Surveyors formula for area of a polygon

If you know the vertices of a polygon, how do you compute its area? This seems like this could be a complicated, with special cases for whether the polygon is convex or maybe other considerations. But as long as the polygon is “simple,” i.e. the sides meet at vertices but otherwise do not intersect each other, then there is a general formula for the area.

The formula

List the vertices starting anywhere and moving counterclockwise around the polygon: (x₁, y₁), (x₂, y₂), …, (x_n, y_n). Then the area is given by the formula below.

$A = \frac{1}{2} \begin{vmatrix} x_1 & x_2 & \ldots & x_n & x_1\\ y_1 & y_2 & \ldots & y_n & y_1 \end{vmatrix}$

But what does that mean? The notation is meant to be suggestive of a determinant. It’s not literally a determinant because the matrix isn’t square. But you evaluate it in a way analogous to 2 by 2 determinants: add the terms going down and to the right, and subtract the terms going up and to the right. That is,

x₁ y₂ + x₂ y₃ + … x_n y₁ – y₁ x₂ – y₂ x₃ – … – y_n x₁

This formula is sometimes called the shoelace formula because the pattern of multiplications resembles lacing a shoe. It’s also called the surveyor’s formula because it’s obviously useful in surveying.

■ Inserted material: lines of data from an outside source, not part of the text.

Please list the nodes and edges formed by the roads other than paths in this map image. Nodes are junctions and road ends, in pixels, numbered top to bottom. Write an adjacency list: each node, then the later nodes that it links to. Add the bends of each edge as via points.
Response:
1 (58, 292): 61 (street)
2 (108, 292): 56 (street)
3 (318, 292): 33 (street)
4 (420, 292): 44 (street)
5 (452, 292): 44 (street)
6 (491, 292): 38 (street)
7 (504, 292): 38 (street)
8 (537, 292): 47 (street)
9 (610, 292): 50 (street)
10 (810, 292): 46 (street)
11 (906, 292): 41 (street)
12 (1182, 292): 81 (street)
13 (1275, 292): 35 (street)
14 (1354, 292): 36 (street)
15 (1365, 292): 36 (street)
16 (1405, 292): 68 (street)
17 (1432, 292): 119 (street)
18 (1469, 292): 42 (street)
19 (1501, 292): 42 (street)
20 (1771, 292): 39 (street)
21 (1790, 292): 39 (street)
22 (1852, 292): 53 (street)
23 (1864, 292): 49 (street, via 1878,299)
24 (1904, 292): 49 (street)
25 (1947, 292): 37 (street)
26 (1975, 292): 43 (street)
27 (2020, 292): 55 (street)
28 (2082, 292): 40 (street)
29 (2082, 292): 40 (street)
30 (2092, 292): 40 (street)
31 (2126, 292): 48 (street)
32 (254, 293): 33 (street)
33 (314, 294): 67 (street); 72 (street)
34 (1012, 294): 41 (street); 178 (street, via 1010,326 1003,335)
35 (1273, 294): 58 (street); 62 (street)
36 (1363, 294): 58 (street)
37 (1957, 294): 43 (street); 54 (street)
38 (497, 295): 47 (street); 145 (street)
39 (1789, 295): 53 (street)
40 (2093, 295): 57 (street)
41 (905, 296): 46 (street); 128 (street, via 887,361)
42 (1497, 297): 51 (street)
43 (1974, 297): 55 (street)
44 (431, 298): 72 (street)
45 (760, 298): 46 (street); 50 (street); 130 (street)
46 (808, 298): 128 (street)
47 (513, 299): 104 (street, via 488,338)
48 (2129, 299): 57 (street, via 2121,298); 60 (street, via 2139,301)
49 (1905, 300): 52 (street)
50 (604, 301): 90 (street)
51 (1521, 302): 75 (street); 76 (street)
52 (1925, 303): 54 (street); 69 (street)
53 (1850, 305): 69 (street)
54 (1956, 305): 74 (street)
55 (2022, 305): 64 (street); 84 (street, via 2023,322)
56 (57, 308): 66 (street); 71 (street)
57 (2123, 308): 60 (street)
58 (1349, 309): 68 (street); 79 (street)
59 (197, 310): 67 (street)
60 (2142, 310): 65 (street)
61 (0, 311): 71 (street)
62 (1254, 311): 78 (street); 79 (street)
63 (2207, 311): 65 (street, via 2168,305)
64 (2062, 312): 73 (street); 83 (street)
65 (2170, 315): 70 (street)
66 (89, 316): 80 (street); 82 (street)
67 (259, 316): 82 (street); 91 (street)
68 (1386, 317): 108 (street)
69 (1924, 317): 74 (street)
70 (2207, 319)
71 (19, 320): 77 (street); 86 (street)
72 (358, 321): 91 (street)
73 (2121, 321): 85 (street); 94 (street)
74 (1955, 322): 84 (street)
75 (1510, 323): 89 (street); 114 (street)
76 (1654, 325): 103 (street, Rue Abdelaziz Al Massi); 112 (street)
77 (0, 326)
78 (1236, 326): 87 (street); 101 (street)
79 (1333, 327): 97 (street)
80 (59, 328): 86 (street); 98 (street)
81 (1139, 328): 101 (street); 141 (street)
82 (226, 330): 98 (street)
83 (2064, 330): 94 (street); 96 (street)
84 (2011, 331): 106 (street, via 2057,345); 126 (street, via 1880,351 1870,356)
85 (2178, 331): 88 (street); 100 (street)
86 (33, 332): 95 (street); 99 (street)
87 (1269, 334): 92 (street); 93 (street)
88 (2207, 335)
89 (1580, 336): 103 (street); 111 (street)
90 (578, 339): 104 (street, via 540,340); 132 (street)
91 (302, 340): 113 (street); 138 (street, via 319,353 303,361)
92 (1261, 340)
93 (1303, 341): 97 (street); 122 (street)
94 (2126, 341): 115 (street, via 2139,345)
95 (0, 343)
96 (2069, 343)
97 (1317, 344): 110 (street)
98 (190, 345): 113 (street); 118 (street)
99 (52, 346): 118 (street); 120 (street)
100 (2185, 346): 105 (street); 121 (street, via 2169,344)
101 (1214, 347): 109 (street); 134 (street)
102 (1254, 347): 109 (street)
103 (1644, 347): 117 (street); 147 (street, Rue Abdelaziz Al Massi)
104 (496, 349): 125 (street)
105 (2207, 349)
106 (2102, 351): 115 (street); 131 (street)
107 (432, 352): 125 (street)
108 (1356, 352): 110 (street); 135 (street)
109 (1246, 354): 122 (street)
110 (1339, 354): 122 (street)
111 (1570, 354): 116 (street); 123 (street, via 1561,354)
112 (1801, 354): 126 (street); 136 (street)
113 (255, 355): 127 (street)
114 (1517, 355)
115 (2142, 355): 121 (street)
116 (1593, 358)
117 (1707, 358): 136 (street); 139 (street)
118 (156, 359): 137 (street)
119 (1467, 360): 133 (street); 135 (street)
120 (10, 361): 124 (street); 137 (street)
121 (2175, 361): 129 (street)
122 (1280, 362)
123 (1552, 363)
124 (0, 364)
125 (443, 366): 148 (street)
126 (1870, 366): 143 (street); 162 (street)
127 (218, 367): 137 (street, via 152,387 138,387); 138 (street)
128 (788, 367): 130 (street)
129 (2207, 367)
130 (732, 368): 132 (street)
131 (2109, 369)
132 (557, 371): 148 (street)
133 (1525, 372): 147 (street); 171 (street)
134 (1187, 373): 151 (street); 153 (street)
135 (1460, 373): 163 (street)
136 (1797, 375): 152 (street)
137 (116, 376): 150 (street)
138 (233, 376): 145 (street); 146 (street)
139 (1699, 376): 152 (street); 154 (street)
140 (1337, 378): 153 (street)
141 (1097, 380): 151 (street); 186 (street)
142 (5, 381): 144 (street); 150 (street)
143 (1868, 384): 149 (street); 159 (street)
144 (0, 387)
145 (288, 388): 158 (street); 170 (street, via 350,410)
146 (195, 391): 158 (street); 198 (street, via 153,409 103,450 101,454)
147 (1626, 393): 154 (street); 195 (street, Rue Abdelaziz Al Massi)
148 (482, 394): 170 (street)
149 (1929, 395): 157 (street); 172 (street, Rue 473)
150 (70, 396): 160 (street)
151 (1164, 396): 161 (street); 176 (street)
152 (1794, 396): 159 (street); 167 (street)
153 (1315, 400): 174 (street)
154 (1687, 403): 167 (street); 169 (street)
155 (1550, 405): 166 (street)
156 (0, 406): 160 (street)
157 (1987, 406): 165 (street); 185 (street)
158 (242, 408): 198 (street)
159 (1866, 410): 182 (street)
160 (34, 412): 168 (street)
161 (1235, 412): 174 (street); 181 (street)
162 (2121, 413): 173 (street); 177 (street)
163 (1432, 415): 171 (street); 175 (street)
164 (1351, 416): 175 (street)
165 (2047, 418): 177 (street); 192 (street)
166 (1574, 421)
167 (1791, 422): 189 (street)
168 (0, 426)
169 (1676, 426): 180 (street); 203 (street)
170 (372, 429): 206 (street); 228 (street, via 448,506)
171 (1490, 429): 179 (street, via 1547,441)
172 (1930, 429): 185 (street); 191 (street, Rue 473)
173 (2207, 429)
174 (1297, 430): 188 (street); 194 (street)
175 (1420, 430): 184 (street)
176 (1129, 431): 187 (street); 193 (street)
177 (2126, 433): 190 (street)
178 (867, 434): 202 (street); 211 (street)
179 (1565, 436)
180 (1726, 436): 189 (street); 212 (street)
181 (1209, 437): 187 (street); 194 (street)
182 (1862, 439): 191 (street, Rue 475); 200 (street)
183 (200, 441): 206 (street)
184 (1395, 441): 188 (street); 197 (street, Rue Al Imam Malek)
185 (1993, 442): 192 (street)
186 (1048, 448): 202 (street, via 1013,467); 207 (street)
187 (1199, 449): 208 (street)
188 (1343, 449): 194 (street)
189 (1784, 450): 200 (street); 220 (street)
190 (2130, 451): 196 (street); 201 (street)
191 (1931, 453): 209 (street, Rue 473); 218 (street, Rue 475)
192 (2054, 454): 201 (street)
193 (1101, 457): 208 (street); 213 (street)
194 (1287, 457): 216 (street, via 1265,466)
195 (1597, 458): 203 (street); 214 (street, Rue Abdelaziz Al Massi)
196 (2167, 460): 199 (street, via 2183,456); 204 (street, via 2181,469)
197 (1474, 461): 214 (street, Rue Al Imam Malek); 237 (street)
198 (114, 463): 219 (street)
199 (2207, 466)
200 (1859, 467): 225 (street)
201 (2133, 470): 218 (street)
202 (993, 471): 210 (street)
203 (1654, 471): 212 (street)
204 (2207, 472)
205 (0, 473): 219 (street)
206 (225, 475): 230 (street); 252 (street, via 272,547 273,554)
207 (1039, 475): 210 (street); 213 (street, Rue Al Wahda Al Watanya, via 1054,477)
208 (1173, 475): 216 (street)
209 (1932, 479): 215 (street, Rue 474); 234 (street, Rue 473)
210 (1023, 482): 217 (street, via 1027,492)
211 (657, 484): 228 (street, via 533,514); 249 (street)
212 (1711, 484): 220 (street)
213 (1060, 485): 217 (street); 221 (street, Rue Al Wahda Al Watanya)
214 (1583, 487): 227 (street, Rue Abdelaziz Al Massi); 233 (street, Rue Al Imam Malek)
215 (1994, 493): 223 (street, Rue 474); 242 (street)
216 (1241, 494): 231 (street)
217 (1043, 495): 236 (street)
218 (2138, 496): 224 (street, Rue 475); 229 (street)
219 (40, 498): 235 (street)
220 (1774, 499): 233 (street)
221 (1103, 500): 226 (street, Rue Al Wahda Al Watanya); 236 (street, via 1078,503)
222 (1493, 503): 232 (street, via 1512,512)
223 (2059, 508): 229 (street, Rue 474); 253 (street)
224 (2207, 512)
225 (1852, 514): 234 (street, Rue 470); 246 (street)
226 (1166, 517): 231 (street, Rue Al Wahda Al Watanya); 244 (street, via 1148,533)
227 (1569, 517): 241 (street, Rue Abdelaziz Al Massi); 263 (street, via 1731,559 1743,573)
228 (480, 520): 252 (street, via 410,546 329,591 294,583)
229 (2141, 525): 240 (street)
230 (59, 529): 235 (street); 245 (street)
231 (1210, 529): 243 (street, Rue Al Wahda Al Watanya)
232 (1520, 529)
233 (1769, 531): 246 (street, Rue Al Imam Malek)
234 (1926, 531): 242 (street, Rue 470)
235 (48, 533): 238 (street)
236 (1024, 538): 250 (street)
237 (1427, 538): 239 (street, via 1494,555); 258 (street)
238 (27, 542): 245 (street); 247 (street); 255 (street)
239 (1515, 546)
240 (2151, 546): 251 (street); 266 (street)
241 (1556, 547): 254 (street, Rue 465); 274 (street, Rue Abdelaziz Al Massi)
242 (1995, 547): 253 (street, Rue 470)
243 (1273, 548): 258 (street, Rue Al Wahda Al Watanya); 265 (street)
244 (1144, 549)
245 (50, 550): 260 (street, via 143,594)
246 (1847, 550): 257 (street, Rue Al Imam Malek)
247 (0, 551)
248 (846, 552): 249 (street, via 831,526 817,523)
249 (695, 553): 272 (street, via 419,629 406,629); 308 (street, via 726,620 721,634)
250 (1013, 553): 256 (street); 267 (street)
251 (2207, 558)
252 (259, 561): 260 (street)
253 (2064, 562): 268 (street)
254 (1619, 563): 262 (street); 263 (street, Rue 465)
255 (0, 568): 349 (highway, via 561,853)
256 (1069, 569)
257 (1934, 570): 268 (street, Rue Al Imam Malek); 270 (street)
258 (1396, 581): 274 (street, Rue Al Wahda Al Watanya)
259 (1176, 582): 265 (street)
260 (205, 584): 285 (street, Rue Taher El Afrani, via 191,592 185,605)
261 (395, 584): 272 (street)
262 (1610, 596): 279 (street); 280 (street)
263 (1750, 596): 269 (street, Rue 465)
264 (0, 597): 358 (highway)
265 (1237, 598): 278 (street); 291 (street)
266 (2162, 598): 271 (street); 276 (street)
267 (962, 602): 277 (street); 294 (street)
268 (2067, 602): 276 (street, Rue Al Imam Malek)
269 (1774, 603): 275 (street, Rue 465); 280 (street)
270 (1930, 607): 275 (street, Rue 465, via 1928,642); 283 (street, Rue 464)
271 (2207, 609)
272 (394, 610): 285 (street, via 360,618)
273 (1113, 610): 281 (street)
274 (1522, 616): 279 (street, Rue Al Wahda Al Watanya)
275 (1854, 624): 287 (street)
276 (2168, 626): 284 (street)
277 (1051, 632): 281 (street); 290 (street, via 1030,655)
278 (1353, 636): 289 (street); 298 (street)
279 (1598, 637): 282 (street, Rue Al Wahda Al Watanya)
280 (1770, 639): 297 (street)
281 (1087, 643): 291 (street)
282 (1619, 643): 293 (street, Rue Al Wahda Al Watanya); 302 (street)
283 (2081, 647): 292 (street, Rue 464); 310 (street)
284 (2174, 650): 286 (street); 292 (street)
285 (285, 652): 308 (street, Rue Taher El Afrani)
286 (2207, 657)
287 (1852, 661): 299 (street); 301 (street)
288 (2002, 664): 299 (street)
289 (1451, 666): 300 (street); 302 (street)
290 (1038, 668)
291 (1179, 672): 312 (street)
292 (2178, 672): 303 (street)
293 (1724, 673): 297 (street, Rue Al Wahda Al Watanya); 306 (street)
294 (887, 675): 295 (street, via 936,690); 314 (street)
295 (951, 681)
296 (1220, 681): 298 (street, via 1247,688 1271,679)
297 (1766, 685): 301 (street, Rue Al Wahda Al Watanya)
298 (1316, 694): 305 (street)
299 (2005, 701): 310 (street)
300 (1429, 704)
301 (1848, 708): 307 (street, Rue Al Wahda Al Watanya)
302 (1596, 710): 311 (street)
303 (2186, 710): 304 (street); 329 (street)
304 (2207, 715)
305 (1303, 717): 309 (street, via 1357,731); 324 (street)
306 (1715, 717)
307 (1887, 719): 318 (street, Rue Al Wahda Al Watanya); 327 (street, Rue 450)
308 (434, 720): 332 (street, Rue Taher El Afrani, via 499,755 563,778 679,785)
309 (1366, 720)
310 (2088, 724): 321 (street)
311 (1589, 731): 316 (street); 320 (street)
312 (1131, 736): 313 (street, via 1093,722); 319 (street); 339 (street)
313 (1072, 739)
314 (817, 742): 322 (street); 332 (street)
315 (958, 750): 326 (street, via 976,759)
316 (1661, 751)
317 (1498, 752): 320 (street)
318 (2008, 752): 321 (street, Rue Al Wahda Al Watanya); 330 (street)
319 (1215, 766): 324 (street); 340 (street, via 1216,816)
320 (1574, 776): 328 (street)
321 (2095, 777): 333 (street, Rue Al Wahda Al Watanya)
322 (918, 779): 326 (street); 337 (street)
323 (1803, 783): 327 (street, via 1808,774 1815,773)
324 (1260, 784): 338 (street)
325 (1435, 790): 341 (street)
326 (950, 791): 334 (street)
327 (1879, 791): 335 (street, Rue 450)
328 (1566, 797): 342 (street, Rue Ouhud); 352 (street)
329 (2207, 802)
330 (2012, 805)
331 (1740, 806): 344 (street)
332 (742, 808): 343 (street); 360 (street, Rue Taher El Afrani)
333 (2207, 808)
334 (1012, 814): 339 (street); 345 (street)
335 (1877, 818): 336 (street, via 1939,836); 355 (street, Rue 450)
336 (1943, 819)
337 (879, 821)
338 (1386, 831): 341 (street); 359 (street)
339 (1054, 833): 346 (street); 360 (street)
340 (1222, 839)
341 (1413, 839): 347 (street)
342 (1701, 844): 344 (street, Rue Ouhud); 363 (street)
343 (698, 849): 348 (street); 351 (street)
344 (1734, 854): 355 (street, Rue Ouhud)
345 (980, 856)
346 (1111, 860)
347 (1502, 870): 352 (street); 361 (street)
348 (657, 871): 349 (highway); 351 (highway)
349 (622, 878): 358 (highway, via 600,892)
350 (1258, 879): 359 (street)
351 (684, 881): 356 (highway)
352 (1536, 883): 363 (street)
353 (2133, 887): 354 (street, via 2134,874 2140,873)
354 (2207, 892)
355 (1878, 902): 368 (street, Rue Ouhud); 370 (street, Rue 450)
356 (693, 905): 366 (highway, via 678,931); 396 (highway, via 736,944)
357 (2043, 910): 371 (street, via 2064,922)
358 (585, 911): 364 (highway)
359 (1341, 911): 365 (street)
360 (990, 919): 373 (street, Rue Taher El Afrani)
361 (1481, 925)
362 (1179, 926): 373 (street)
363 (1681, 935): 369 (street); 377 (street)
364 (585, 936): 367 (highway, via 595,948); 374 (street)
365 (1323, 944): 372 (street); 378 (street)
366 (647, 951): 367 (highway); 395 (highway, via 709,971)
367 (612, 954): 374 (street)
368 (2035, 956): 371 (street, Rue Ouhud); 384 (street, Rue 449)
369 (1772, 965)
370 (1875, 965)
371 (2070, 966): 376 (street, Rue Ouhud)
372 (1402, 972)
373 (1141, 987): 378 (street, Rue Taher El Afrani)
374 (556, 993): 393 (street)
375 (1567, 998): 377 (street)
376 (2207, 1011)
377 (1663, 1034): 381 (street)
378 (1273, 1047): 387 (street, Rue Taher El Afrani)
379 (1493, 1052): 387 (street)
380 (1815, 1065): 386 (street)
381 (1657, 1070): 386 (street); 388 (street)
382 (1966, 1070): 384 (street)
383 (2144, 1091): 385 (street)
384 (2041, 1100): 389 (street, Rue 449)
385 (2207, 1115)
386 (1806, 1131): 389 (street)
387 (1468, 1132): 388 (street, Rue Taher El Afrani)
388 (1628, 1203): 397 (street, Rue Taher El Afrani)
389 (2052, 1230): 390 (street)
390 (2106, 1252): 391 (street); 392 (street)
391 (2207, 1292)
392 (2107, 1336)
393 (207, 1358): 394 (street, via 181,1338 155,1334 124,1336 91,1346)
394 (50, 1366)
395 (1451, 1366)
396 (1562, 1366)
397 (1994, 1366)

Update: Here is an analogous formula for centroid.

Numerical implementation

As someone pointed out in the comments, in practice you might want to subtract the minimum x value from all the x coordinates and the minimum y value from all the y coordinates before using the formula. Why’s that?

If you add a constant amount to each vertex, you move your polygon but you don’t change the area. So in theory it makes no difference whether you translate the polygon before computing its area. But in floating point, it can make a difference.

The cardinal rule of floating point arithmetic is to avoid subtracting nearly equal numbers. If you subtract two numbers that agree to k significant figures, you can lose up to k figures of precision. We’ll illustrate this by taking a right triangle with base 2 and height π. The area should remain π as we translate the triangle away from the origin, we lose precision the further out we translate it.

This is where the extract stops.